Differential Revision: https://reviews.llvm.org/D73602
Added:
llvm/test/CodeGen/AArch64/sve-gep.ll
Modified:
llvm/lib/CodeGen/SelectionDAG/SelectionDAGBuilder.cpp
Removed:
################################################################################
diff --git a/llvm/lib/CodeGen/SelectionDAG/SelectionDAGBuilder.cpp b/llvm/lib/CodeGen/SelectionDAG/SelectionDAGBuilder.cpp
index e3c2139ef347..7cf3e43088f2 100644
--- a/llvm/lib/CodeGen/SelectionDAG/SelectionDAGBuilder.cpp
+++ b/llvm/lib/CodeGen/SelectionDAG/SelectionDAGBuilder.cpp
@@ -3872,13 +3872,17 @@ void SelectionDAGBuilder::visitGetElementPtr(const User &I) {
// Normalize Vector GEP - all scalar operands should be converted to the
// splat vector.
- unsigned VectorWidth = I.getType()->isVectorTy() ?

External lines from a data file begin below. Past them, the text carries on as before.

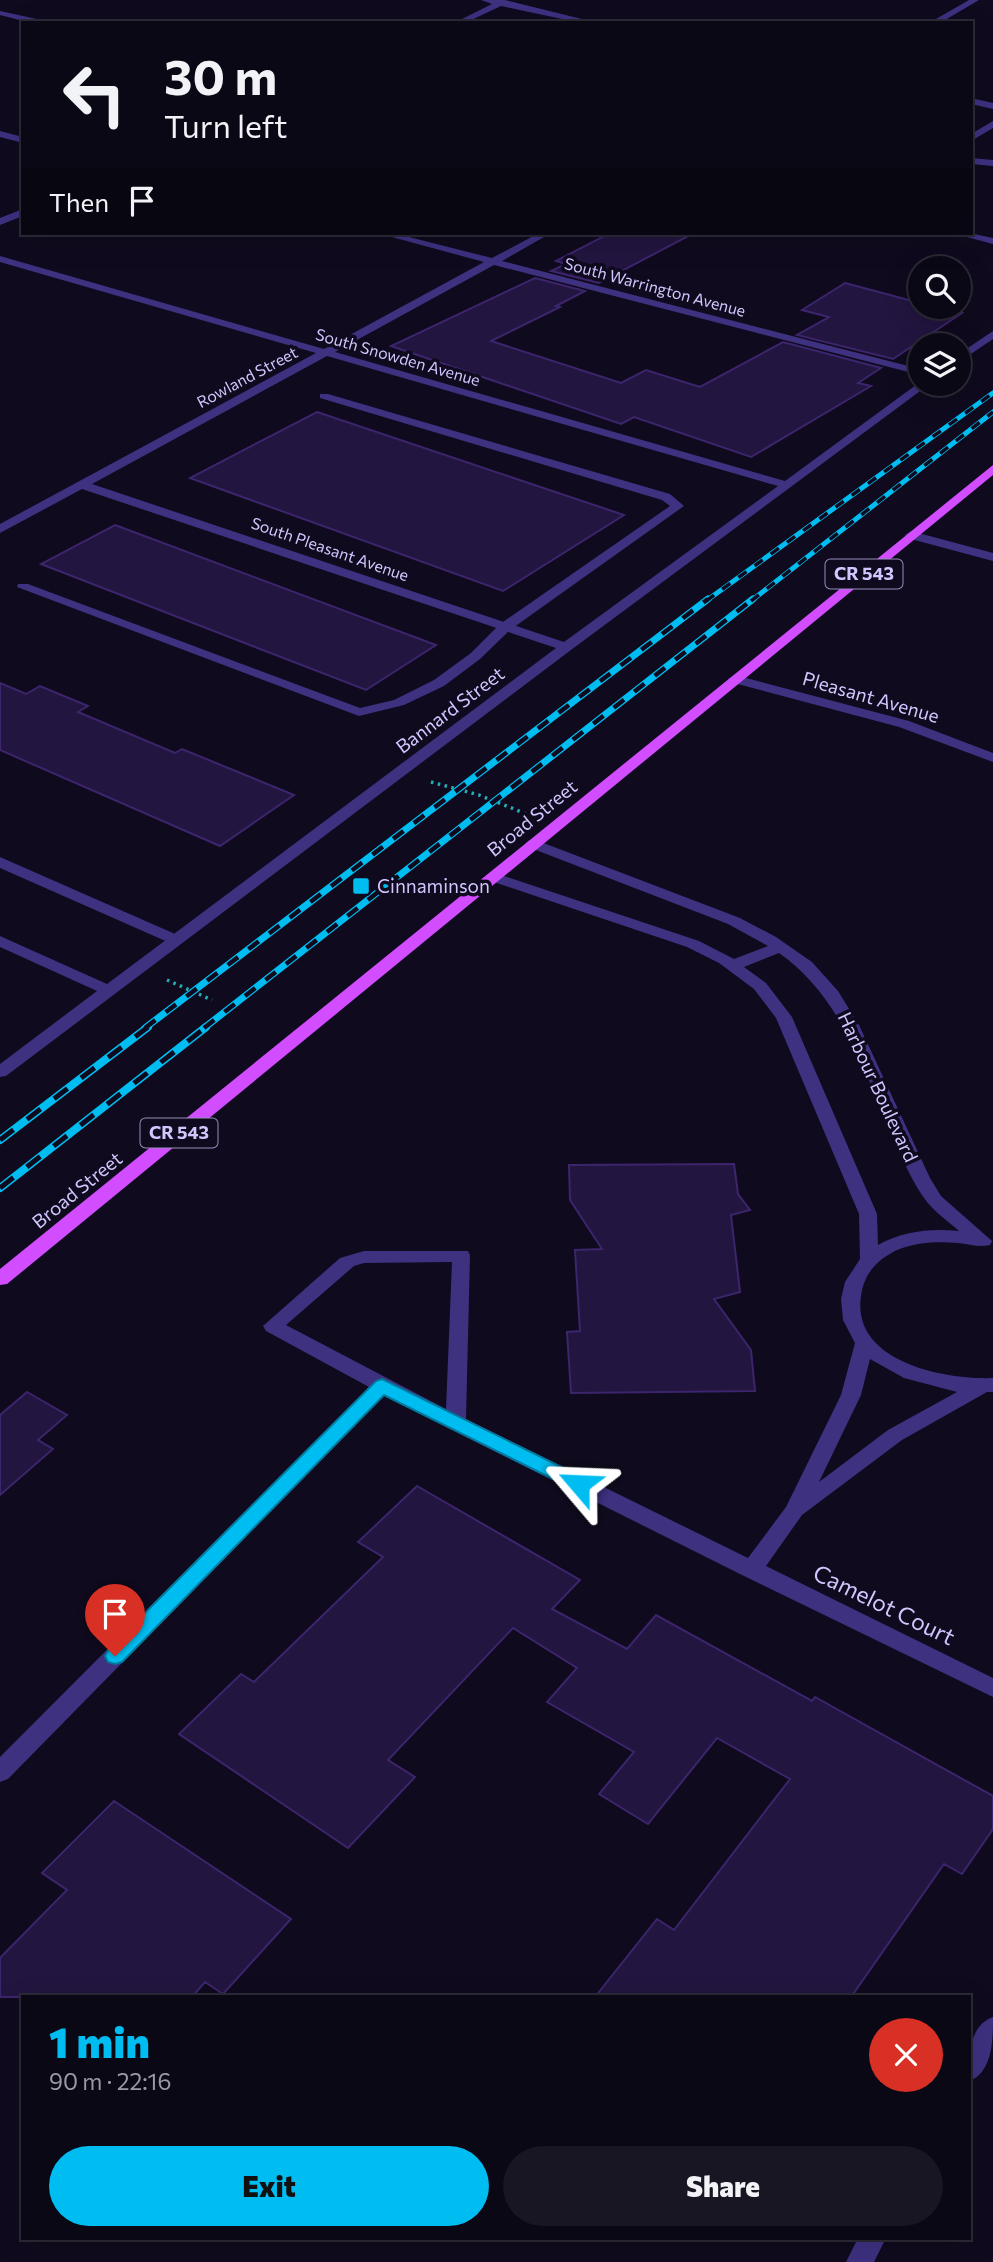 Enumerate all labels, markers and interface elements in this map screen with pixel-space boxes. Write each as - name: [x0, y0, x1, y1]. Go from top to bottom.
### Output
- text: 30 m: [164, 45, 277, 105]
- icon: left: [49, 49, 140, 140]
- text: Turn left: [164, 105, 288, 145]
- icon: arrive: [123, 182, 161, 220]
- text: Then: [49, 186, 109, 217]
- street label: South Warrington Avenue: [562, 253, 748, 320]
- map controls: [908, 256, 971, 396]
- button: search: [908, 256, 971, 319]
- street label: South Snowden Avenue: [314, 324, 483, 389]
- button: layers: [908, 333, 971, 396]
- street label: Rowland Street: [193, 342, 301, 411]
- street label: South Pleasant Avenue: [249, 513, 411, 584]
- road number: CR 543: [826, 560, 903, 588]
- street label: Bannard Street: [391, 661, 508, 758]
- street label: Pleasant Avenue: [800, 666, 942, 727]
- street label: Broad Street: [482, 774, 581, 861]
- place label: Cinnaminson: [377, 874, 490, 897]
- marker: Cinnaminson: [351, 876, 371, 896]
- street label: Harbour Boulevard: [834, 1008, 923, 1165]
- road number: CR 543: [140, 1118, 218, 1148]
- street label: Broad Street: [27, 1146, 126, 1233]
- position arrow: [542, 1447, 616, 1521]
- street label: Camelot Court: [809, 1558, 960, 1650]
- pin: [85, 1584, 145, 1656]
- icon: arrive: [96, 1595, 134, 1633]
- text: 1 min: [49, 2015, 150, 2067]
- button: close: [869, 2018, 943, 2092]
- text: 90 m · 22:16: [49, 2067, 171, 2095]
- button: Exit: [49, 2146, 489, 2226]
- button: Share: [503, 2146, 943, 2226]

- I.getType()->getVectorNumElements() : 0;
+ bool IsVectorGEP = I.getType()->isVectorTy();
+ ElementCount VectorElementCount = IsVectorGEP ?

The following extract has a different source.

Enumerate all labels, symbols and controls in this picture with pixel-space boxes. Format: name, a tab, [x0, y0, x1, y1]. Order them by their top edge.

+ I.getType()->getVectorElementCount() : ElementCount(0, false);
- if (VectorWidth && !N.getValueType().isVector()) {
+ if (IsVectorGEP && !N.getValueType().isVector()) {
LLVMContext &Context = *DAG.getContext();
- EVT VT = EVT::getVectorVT(Context, N.getValueType(), VectorWidth);
- N = DAG.getSplatBuildVector(VT, dl, N);
+ EVT VT = EVT::getVectorVT(Context, N.getValueType(), VectorElementCount);
+ if (VectorElementCount.Scalable)
+ N = DAG.getSplatVector(VT, dl, N);
+ else
+ N = DAG.getSplatBuildVector(VT, dl, N);
}
for (gep_type_iterator GTI = gep_type_begin(&I), E = gep_type_end(&I);
@@ -3900,9 +3904,16 @@ void SelectionDAGBuilder::visitGetElementPtr(const User &I) {
DAG.getConstant(Offset, dl, N.getValueType()), Flags);
}
} else {
+ // IdxSize is the width of the arithmetic according to IR semantics.

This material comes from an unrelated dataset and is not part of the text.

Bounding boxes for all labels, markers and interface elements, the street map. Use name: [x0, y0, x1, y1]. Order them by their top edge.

+ // In SelectionDAG, we may prefer to do arithmetic in a wider bitwidth
+ // (and fix up the result later).
unsigned IdxSize = DAG.getDataLayout().getIndexSizeInBits(AS);
MVT IdxTy = MVT::getIntegerVT(IdxSize);
- APInt ElementSize(IdxSize, DL->getTypeAllocSize(GTI.getIndexedType()));
+ TypeSize ElementSize = DL->getTypeAllocSize(GTI.getIndexedType());
+ // We intentionally mask away the high bits here; ElementSize may not
+ // fit in IdxTy.
+ APInt ElementMul(IdxSize, ElementSize.getKnownMinSize());
+ bool ElementScalable = ElementSize.isScalable();
// If this is a scalar constant or a splat vector of constants,
// handle it quickly.
@@ -3910,14 +3921,18 @@ void SelectionDAGBuilder::visitGetElementPtr(const User &I) {
if (C && isa<VectorType>(C->getType()))
C = C->getSplatValue();
- if (const auto *CI = dyn_cast_or_null<ConstantInt>(C)) {
- if (CI->isZero())
- continue;
- APInt Offs = ElementSize * CI->getValue().sextOrTrunc(IdxSize);
+ const auto *CI = dyn_cast_or_null<ConstantInt>(C);
+ if (CI && CI->isZero())
+ continue;
+ if (CI && !ElementScalable) {
+ APInt Offs = ElementMul * CI->getValue().sextOrTrunc(IdxSize);
LLVMContext &Context = *DAG.getContext();
- SDValue OffsVal = VectorWidth ?
- DAG.getConstant(Offs, dl, EVT::getVectorVT(Context, IdxTy, VectorWidth)) :
- DAG.getConstant(Offs, dl, IdxTy);
+ SDValue OffsVal;
+ if (IsVectorGEP)
+ OffsVal = DAG.getConstant(
+ Offs, dl, EVT::getVectorVT(Context, IdxTy, VectorElementCount));
+ else
+ OffsVal = DAG.getConstant(Offs, dl, IdxTy);
// In an inbounds GEP with an offset that is nonnegative even when
// interpreted as signed, assume there is no unsigned overflow.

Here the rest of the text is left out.